Messe de la rentrée judiciaire – Eglise Jeanne d’Arc (Rouen) – 30 janvier 2017

Messe de la rentrée judiciaire
Lundi de la 4° semaine du temps ordinaire
Eglise Jeanne d’Arc (Rouen) – 30 janvier 2017

Lectures de la messe : Lecture de la lettre aux Hébreux (11, 32-40) ; Ps 30 ; Évangile de Jésus Christ selon saint Marc (5, 1-20)

Homélie

Un magistrat instructeur ou bien un avocat, entendant ce récit, ne pense-t-il pas au propriétaire du troupeau de porcs ? Deux milles bêtes noyées et précipitées dans la mer (cf. Mc 5, 13) ! Qui est responsable voire coupable ? Sans parler du dommage direct, il faut penser à la cascade d’actions judiciaires qui en découleront, du côté des fournisseurs ou des clients qui ne seront pas livrés. Il y aura bien de la matière au civil, au pénal ou pour le tribunal de commerce voire le tribunal administratif si quelque arrêté intempestif venait à ponctuer le tout.

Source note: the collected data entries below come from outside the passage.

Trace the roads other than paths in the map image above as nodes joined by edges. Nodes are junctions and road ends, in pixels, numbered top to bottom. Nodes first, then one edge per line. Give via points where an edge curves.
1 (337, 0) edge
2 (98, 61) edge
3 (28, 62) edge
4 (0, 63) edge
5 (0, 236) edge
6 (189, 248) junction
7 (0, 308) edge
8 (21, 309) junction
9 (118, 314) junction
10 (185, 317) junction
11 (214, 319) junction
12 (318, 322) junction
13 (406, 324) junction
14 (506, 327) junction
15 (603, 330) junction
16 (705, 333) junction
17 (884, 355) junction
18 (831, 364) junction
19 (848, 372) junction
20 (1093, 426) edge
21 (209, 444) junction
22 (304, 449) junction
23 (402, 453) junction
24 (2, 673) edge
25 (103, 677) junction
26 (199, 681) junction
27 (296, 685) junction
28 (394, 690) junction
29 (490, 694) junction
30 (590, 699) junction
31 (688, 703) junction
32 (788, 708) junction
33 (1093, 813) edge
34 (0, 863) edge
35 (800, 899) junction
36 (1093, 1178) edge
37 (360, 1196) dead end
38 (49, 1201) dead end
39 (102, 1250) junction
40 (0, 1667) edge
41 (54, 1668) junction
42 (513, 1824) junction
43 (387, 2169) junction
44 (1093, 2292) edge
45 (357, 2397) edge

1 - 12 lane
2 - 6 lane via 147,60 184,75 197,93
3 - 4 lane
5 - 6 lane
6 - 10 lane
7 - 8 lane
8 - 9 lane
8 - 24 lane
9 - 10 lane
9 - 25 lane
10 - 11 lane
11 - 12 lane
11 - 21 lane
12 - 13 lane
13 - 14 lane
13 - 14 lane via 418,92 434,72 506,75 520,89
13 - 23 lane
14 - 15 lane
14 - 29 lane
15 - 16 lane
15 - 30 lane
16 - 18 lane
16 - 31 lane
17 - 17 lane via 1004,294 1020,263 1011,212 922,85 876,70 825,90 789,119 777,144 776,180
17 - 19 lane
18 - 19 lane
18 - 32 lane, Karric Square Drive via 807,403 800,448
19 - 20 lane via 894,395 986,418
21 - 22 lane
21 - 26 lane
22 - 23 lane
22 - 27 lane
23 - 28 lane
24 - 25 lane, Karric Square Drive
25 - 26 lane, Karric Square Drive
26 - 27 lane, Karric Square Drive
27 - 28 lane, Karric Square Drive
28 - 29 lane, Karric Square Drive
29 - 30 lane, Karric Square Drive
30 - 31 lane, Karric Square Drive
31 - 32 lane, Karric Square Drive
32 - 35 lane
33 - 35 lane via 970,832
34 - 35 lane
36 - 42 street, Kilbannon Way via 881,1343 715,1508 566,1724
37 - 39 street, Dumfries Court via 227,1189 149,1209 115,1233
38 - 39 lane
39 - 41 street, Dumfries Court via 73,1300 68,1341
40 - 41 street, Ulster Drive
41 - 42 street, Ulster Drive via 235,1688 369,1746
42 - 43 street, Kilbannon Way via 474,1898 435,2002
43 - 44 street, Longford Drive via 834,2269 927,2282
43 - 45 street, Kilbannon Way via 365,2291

Frères et sœurs, rassurez-vous : « Tout le monde était dans l’admiration », dit l’Evangile à la fin (Mc 5, 20). L’affaire se termine bien et ne surchargera pas les prétoires. Alors, ne serions-nous pas, précisément, dans un autre monde ? Notre Evangile ne nous fait-il pas s’évader de notre condition humaine. La justice des hommes a-t-elle à voir avec la justice de Dieu ?

Nous avons affaire à un récidiviste : « on l’avait souvent attaché … mais il avait rompu les chaînes … et personne ne pouvait le maîtriser » (Mc 5, 3-4). Le combat contre le mal est lancinant. Légitimement, vous pouvez baisser les bras. Le chrétien, à la suite de Jésus, ne le peut pas. Il ne le peut pas car il voit dans celui qui commet le mal l’homme, la femme, une personne qui s’est laissé prendre voire envahir par un esprit impur. Mais le mal n’est pas la nature de l’homme !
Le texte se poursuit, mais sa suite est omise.